§ **Exercise directions**
Make an exact copy of the whole listing, but leave its pictures out.

§ **Data shown**

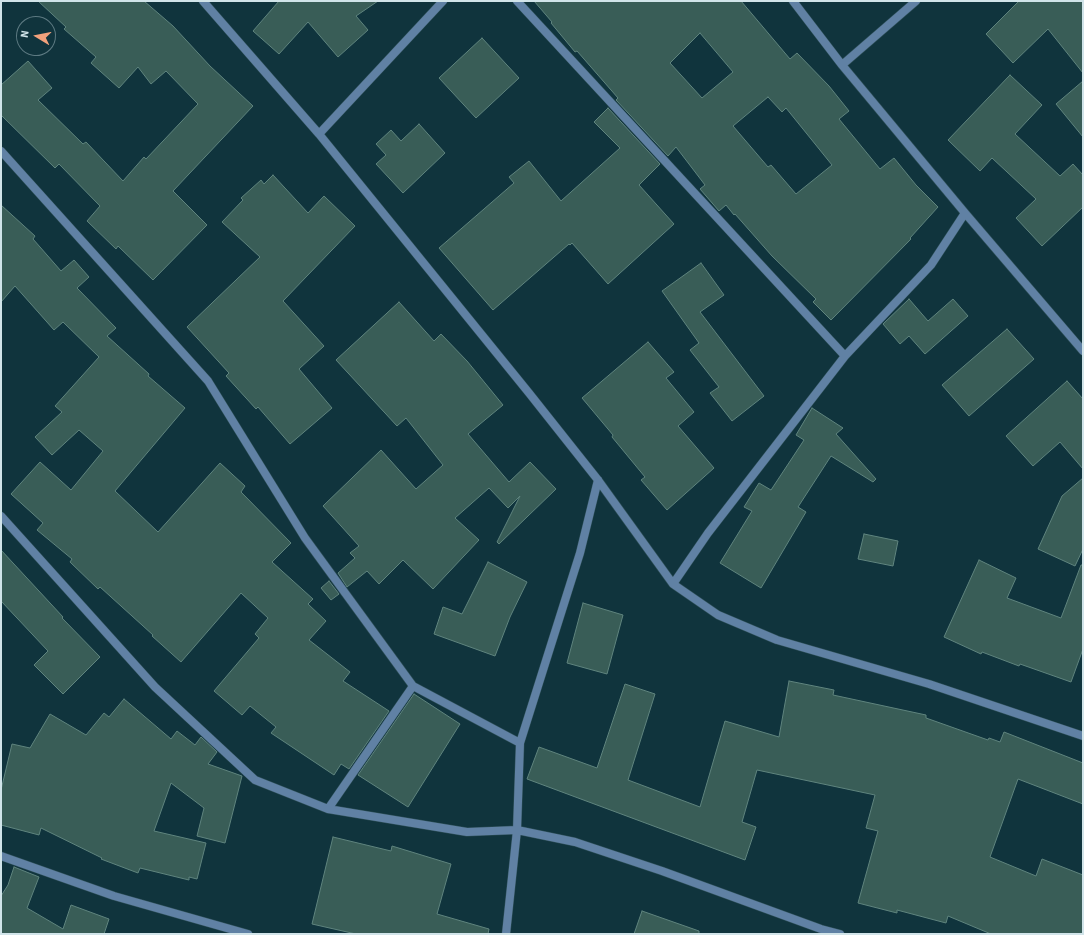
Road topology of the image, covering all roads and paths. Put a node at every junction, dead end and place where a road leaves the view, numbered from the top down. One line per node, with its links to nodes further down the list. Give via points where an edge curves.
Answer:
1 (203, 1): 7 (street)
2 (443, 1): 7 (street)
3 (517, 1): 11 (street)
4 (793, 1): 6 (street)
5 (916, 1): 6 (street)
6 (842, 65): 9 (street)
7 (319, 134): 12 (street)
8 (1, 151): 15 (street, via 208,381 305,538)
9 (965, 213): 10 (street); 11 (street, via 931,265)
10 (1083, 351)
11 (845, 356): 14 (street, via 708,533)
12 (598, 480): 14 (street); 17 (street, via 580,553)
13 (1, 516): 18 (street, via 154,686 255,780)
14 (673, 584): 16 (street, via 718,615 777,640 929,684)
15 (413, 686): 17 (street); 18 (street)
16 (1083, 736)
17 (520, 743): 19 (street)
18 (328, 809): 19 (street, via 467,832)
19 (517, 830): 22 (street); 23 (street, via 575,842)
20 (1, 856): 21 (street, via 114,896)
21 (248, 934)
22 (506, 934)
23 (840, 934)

§ **Response box**
Road topology of the image, covering all roads and paths. Put a node at every junction, dead end and place where a road leaves the view, numbered from the top down. One line per node, with its links to nodes further down the list. Give via points where an edge curves.
Answer:
1 (203, 1): 7 (street)
2 (443, 1): 7 (street)
3 (517, 1): 11 (street)
4 (793, 1): 6 (street)
5 (916, 1): 6 (street)
6 (842, 65): 9 (street)
7 (319, 134): 12 (street)
8 (1, 151): 15 (street, via 208,381 305,538)
9 (965, 213): 10 (street); 11 (street, via 931,265)
10 (1083, 351)
11 (845, 356): 14 (street, via 708,533)
12 (598, 480): 14 (street); 17 (street, via 580,553)
13 (1, 516): 18 (street, via 154,686 255,780)
14 (673, 584): 16 (street, via 718,615 777,640 929,684)
15 (413, 686): 17 (street); 18 (street)
16 (1083, 736)
17 (520, 743): 19 (street)
18 (328, 809): 19 (street, via 467,832)
19 (517, 830): 22 (street); 23 (street, via 575,842)
20 (1, 856): 21 (street, via 114,896)
21 (248, 934)
22 (506, 934)
23 (840, 934)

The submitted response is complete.